Copy out every line of the data exactly; do not include the images.

===== Records to process

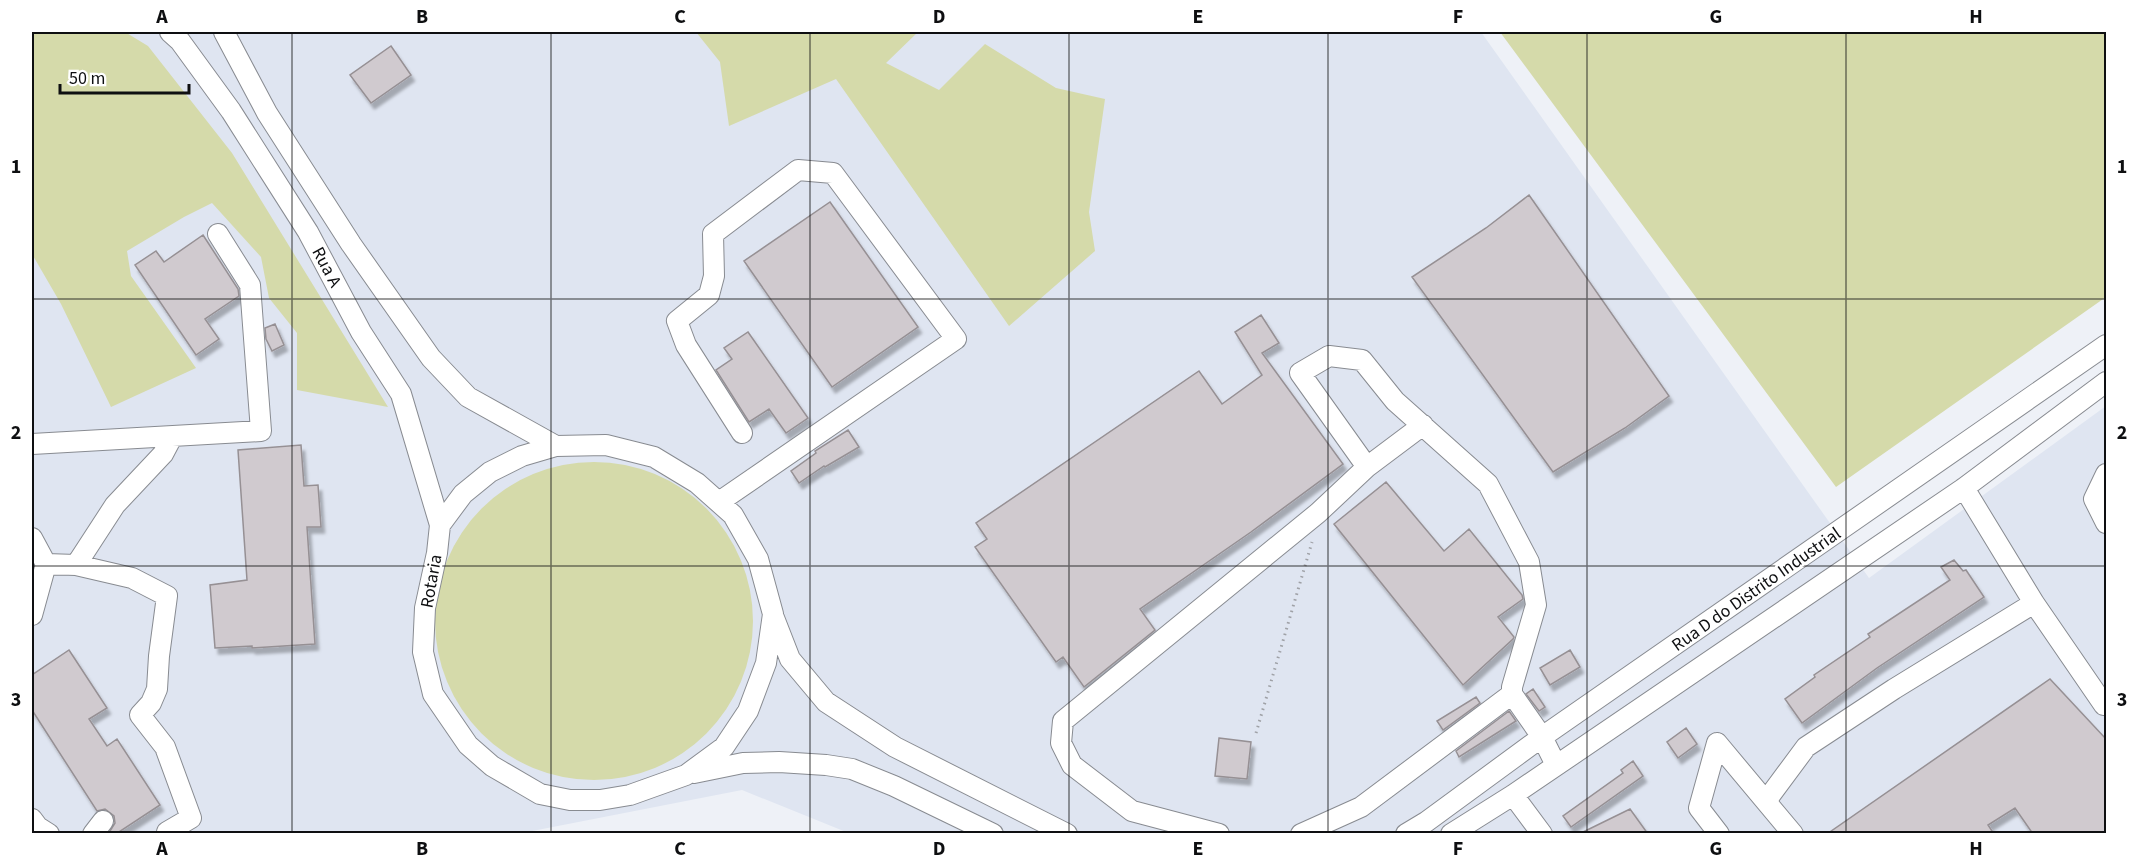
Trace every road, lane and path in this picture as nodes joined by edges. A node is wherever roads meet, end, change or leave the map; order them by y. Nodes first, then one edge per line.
1 (170, 32) edge
2 (224, 32) edge
3 (218, 234) dead end
4 (2106, 345) edge
5 (2106, 382) edge
6 (1423, 424) junction
7 (742, 432) dead end
8 (172, 437) junction
9 (32, 444) edge
10 (556, 446) junction
11 (1367, 467) junction
12 (2106, 474) edge
13 (1964, 488) junction
14 (719, 502) junction
15 (1318, 513) junction
16 (2106, 523) edge
17 (440, 525) junction
18 (32, 538) edge
19 (46, 564) junction
20 (76, 565) junction
21 (2034, 603) junction
22 (773, 614) junction
23 (32, 615) edge
24 (1512, 694) junction
25 (2104, 705) dead end
26 (1256, 733) dead end
27 (1542, 737) junction
28 (1556, 765) junction
29 (686, 775) junction
30 (1513, 795) junction
31 (1766, 801) junction
32 (32, 819) edge
33 (166, 833) edge
34 (49, 834) edge
35 (993, 834) edge
36 (1067, 834) edge
37 (1219, 834) edge
38 (1301, 834) edge
39 (1406, 834) edge
40 (1451, 834) edge
41 (1542, 834) edge
42 (1719, 834) edge
43 (1793, 834) edge

1 - 17 street, Rua A
2 - 10 street, Rua A
3 - 8 street
4 - 27 street, Rua D do Distrito Industrial
5 - 13 street, Rua D do Distrito Industrial
6 - 11 street
6 - 11 street
6 - 24 street
7 - 14 street
8 - 9 street
8 - 20 street
10 - 14 street, Rotaria
10 - 17 street, Rotaria
11 - 15 street
12 - 16 street
13 - 21 street
13 - 28 street, Rua D do Distrito Industrial
14 - 22 street, Rotaria
15 - 26 path
15 - 37 street
17 - 29 street, Rotaria
18 - 19 street
19 - 20 street
19 - 23 street
20 - 33 street
21 - 25 street
21 - 31 street
22 - 29 street, Rotaria
22 - 36 street
24 - 27 street
24 - 38 street
27 - 28 street
27 - 39 street, Rua D do Distrito Industrial
28 - 30 street, Rua D do Distrito Industrial
29 - 35 street
30 - 40 street, Rua D do Distrito Industrial
30 - 41 street
31 - 42 street
31 - 43 street
32 - 34 street

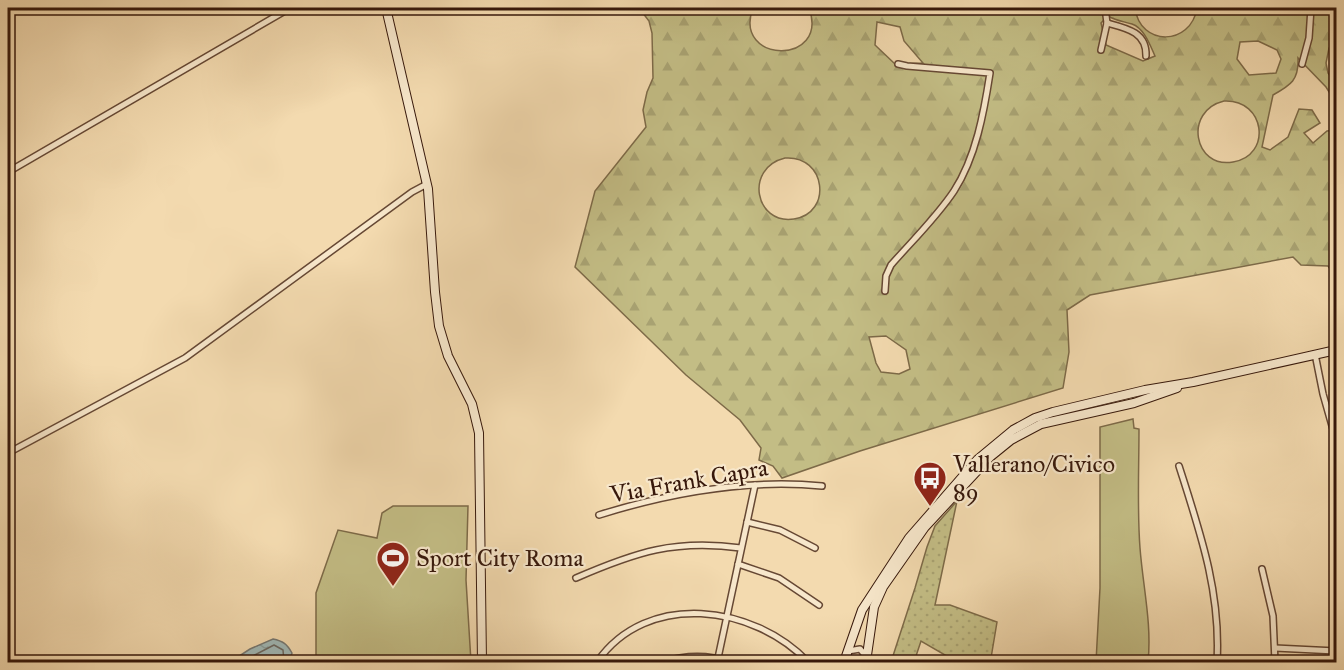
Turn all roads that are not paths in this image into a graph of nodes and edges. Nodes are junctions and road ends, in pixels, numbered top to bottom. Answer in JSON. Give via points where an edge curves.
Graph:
{"nodes":[{"id":1,"x":290,"y":8,"type":"edge"},
{"id":2,"x":386,"y":8,"type":"edge"},
{"id":3,"x":1105,"y":8,"type":"edge"},
{"id":4,"x":1311,"y":8,"type":"edge"},
{"id":5,"x":1107,"y":23,"type":"junction"},
{"id":6,"x":1101,"y":50,"type":"dead end"},
{"id":7,"x":1146,"y":56,"type":"dead end"},
{"id":8,"x":898,"y":64,"type":"dead end"},
{"id":9,"x":1302,"y":64,"type":"dead end"},
{"id":10,"x":8,"y":172,"type":"edge"},
{"id":11,"x":427,"y":184,"type":"junction"},
{"id":12,"x":885,"y":291,"type":"dead end"},
{"id":13,"x":1336,"y":350,"type":"edge"},
{"id":14,"x":1315,"y":354,"type":"junction"},
{"id":15,"x":1192,"y":382,"type":"junction"},
{"id":16,"x":1336,"y":440,"type":"edge"},
{"id":17,"x":8,"y":453,"type":"edge"},
{"id":18,"x":1179,"y":466,"type":"dead end"},
{"id":19,"x":755,"y":485,"type":"junction"},
{"id":20,"x":822,"y":486,"type":"dead end"},
{"id":21,"x":598,"y":515,"type":"dead end"},
{"id":22,"x":747,"y":522,"type":"junction"},
{"id":23,"x":815,"y":548,"type":"dead end"},
{"id":24,"x":741,"y":549,"type":"junction"},
{"id":25,"x":738,"y":564,"type":"junction"},
{"id":26,"x":1262,"y":570,"type":"dead end"},
{"id":27,"x":576,"y":578,"type":"dead end"},
{"id":28,"x":819,"y":605,"type":"dead end"},
{"id":29,"x":727,"y":616,"type":"junction"},
{"id":30,"x":1275,"y":648,"type":"junction"},
{"id":31,"x":848,"y":651,"type":"junction"},
{"id":32,"x":1336,"y":651,"type":"edge"},
{"id":33,"x":718,"y":658,"type":"junction"},
{"id":34,"x":867,"y":660,"type":"edge"},
{"id":35,"x":482,"y":663,"type":"edge"},
{"id":36,"x":597,"y":663,"type":"edge"},
{"id":37,"x":662,"y":663,"type":"edge"},
{"id":38,"x":730,"y":663,"type":"edge"},
{"id":39,"x":808,"y":663,"type":"edge"},
{"id":40,"x":844,"y":663,"type":"edge"},
{"id":41,"x":1216,"y":663,"type":"edge"},
{"id":42,"x":1275,"y":663,"type":"edge"}],
"edges":[{"from":1,"to":10,"type":"street"},
{"from":2,"to":11,"type":"street"},
{"from":3,"to":5,"type":"street"},
{"from":4,"to":9,"type":"street"},
{"from":5,"to":6,"type":"street"},
{"from":5,"to":7,"type":"street","via":[[1133,30],[1144,42]]},
{"from":8,"to":12,"type":"street","via":[[990,73],[983,117],[964,173],[942,207],[891,265]]},
{"from":11,"to":17,"type":"street","via":[[180,361]]},
{"from":11,"to":35,"type":"street","via":[[440,326],[448,356],[472,404],[479,433]]},
{"from":13,"to":14,"type":"street"},
{"from":14,"to":15,"type":"street"},
{"from":14,"to":16,"type":"street"},
{"from":15,"to":31,"type":"street","via":[[1045,414],[1000,440],[909,538],[863,607]]},
{"from":15,"to":34,"type":"street","via":[[1142,400],[1041,424],[997,451],[921,532],[883,587],[873,611]]},
{"from":18,"to":41,"type":"street","via":[[1214,591]]},
{"from":19,"to":20,"type":"street","name":"Via Frank Capra"},
{"from":19,"to":21,"type":"street","name":"Via Frank Capra","via":[[672,497]]},
{"from":19,"to":22,"type":"street"},
{"from":22,"to":23,"type":"street","via":[[772,528]]},
{"from":22,"to":24,"type":"street"},
{"from":24,"to":25,"type":"street"},
{"from":24,"to":27,"type":"street","via":[[709,545],[667,547],[628,556]]},
{"from":25,"to":28,"type":"street","via":[[779,579]]},
{"from":25,"to":29,"type":"street"},
{"from":26,"to":30,"type":"street","via":[[1273,616]]},
{"from":29,"to":33,"type":"street"},
{"from":29,"to":36,"type":"street","via":[[691,613],[655,620],[621,637]]},
{"from":29,"to":39,"type":"street","via":[[773,633]]},
{"from":30,"to":32,"type":"street"},
{"from":30,"to":42,"type":"street"},
{"from":31,"to":34,"type":"street","via":[[860,649]]},
{"from":31,"to":40,"type":"street"},
{"from":33,"to":37,"type":"street","via":[[692,656]]},
{"from":33,"to":38,"type":"street"}]}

==========

## Problem solution
Trace every road, lane and path in this picture as nodes joined by edges. A node is wherever roads meet, end, change or leave the map; order them by y. Nodes first, then one edge per line.
1 (170, 32) edge
2 (224, 32) edge
3 (218, 234) dead end
4 (2106, 345) edge
5 (2106, 382) edge
6 (1423, 424) junction
7 (742, 432) dead end
8 (172, 437) junction
9 (32, 444) edge
10 (556, 446) junction
11 (1367, 467) junction
12 (2106, 474) edge
13 (1964, 488) junction
14 (719, 502) junction
15 (1318, 513) junction
16 (2106, 523) edge
17 (440, 525) junction
18 (32, 538) edge
19 (46, 564) junction
20 (76, 565) junction
21 (2034, 603) junction
22 (773, 614) junction
23 (32, 615) edge
24 (1512, 694) junction
25 (2104, 705) dead end
26 (1256, 733) dead end
27 (1542, 737) junction
28 (1556, 765) junction
29 (686, 775) junction
30 (1513, 795) junction
31 (1766, 801) junction
32 (32, 819) edge
33 (166, 833) edge
34 (49, 834) edge
35 (993, 834) edge
36 (1067, 834) edge
37 (1219, 834) edge
38 (1301, 834) edge
39 (1406, 834) edge
40 (1451, 834) edge
41 (1542, 834) edge
42 (1719, 834) edge
43 (1793, 834) edge

1 - 17 street, Rua A
2 - 10 street, Rua A
3 - 8 street
4 - 27 street, Rua D do Distrito Industrial
5 - 13 street, Rua D do Distrito Industrial
6 - 11 street
6 - 11 street
6 - 24 street
7 - 14 street
8 - 9 street
8 - 20 street
10 - 14 street, Rotaria
10 - 17 street, Rotaria
11 - 15 street
12 - 16 street
13 - 21 street
13 - 28 street, Rua D do Distrito Industrial
14 - 22 street, Rotaria
15 - 26 path
15 - 37 street
17 - 29 street, Rotaria
18 - 19 street
19 - 20 street
19 - 23 street
20 - 33 street
21 - 25 street
21 - 31 street
22 - 29 street, Rotaria
22 - 36 street
24 - 27 street
24 - 38 street
27 - 28 street
27 - 39 street, Rua D do Distrito Industrial
28 - 30 street, Rua D do Distrito Industrial
29 - 35 street
30 - 40 street, Rua D do Distrito Industrial
30 - 41 street
31 - 42 street
31 - 43 street
32 - 34 street

Turn all roads that are not paths in this image into a graph of nodes and edges. Nodes are junctions and road ends, in pixels, numbered top to bottom. Answer in JSON. Give via points where an edge curves.
Graph:
{"nodes":[{"id":1,"x":290,"y":8,"type":"edge"},
{"id":2,"x":386,"y":8,"type":"edge"},
{"id":3,"x":1105,"y":8,"type":"edge"},
{"id":4,"x":1311,"y":8,"type":"edge"},
{"id":5,"x":1107,"y":23,"type":"junction"},
{"id":6,"x":1101,"y":50,"type":"dead end"},
{"id":7,"x":1146,"y":56,"type":"dead end"},
{"id":8,"x":898,"y":64,"type":"dead end"},
{"id":9,"x":1302,"y":64,"type":"dead end"},
{"id":10,"x":8,"y":172,"type":"edge"},
{"id":11,"x":427,"y":184,"type":"junction"},
{"id":12,"x":885,"y":291,"type":"dead end"},
{"id":13,"x":1336,"y":350,"type":"edge"},
{"id":14,"x":1315,"y":354,"type":"junction"},
{"id":15,"x":1192,"y":382,"type":"junction"},
{"id":16,"x":1336,"y":440,"type":"edge"},
{"id":17,"x":8,"y":453,"type":"edge"},
{"id":18,"x":1179,"y":466,"type":"dead end"},
{"id":19,"x":755,"y":485,"type":"junction"},
{"id":20,"x":822,"y":486,"type":"dead end"},
{"id":21,"x":598,"y":515,"type":"dead end"},
{"id":22,"x":747,"y":522,"type":"junction"},
{"id":23,"x":815,"y":548,"type":"dead end"},
{"id":24,"x":741,"y":549,"type":"junction"},
{"id":25,"x":738,"y":564,"type":"junction"},
{"id":26,"x":1262,"y":570,"type":"dead end"},
{"id":27,"x":576,"y":578,"type":"dead end"},
{"id":28,"x":819,"y":605,"type":"dead end"},
{"id":29,"x":727,"y":616,"type":"junction"},
{"id":30,"x":1275,"y":648,"type":"junction"},
{"id":31,"x":848,"y":651,"type":"junction"},
{"id":32,"x":1336,"y":651,"type":"edge"},
{"id":33,"x":718,"y":658,"type":"junction"},
{"id":34,"x":867,"y":660,"type":"edge"},
{"id":35,"x":482,"y":663,"type":"edge"},
{"id":36,"x":597,"y":663,"type":"edge"},
{"id":37,"x":662,"y":663,"type":"edge"},
{"id":38,"x":730,"y":663,"type":"edge"},
{"id":39,"x":808,"y":663,"type":"edge"},
{"id":40,"x":844,"y":663,"type":"edge"},
{"id":41,"x":1216,"y":663,"type":"edge"},
{"id":42,"x":1275,"y":663,"type":"edge"}],
"edges":[{"from":1,"to":10,"type":"street"},
{"from":2,"to":11,"type":"street"},
{"from":3,"to":5,"type":"street"},
{"from":4,"to":9,"type":"street"},
{"from":5,"to":6,"type":"street"},
{"from":5,"to":7,"type":"street","via":[[1133,30],[1144,42]]},
{"from":8,"to":12,"type":"street","via":[[990,73],[983,117],[964,173],[942,207],[891,265]]},
{"from":11,"to":17,"type":"street","via":[[180,361]]},
{"from":11,"to":35,"type":"street","via":[[440,326],[448,356],[472,404],[479,433]]},
{"from":13,"to":14,"type":"street"},
{"from":14,"to":15,"type":"street"},
{"from":14,"to":16,"type":"street"},
{"from":15,"to":31,"type":"street","via":[[1045,414],[1000,440],[909,538],[863,607]]},
{"from":15,"to":34,"type":"street","via":[[1142,400],[1041,424],[997,451],[921,532],[883,587],[873,611]]},
{"from":18,"to":41,"type":"street","via":[[1214,591]]},
{"from":19,"to":20,"type":"street","name":"Via Frank Capra"},
{"from":19,"to":21,"type":"street","name":"Via Frank Capra","via":[[672,497]]},
{"from":19,"to":22,"type":"street"},
{"from":22,"to":23,"type":"street","via":[[772,528]]},
{"from":22,"to":24,"type":"street"},
{"from":24,"to":25,"type":"street"},
{"from":24,"to":27,"type":"street","via":[[709,545],[667,547],[628,556]]},
{"from":25,"to":28,"type":"street","via":[[779,579]]},
{"from":25,"to":29,"type":"street"},
{"from":26,"to":30,"type":"street","via":[[1273,616]]},
{"from":29,"to":33,"type":"street"},
{"from":29,"to":36,"type":"street","via":[[691,613],[655,620],[621,637]]},
{"from":29,"to":39,"type":"street","via":[[773,633]]},
{"from":30,"to":32,"type":"street"},
{"from":30,"to":42,"type":"street"},
{"from":31,"to":34,"type":"street","via":[[860,649]]},
{"from":31,"to":40,"type":"street"},
{"from":33,"to":37,"type":"street","via":[[692,656]]},
{"from":33,"to":38,"type":"street"}]}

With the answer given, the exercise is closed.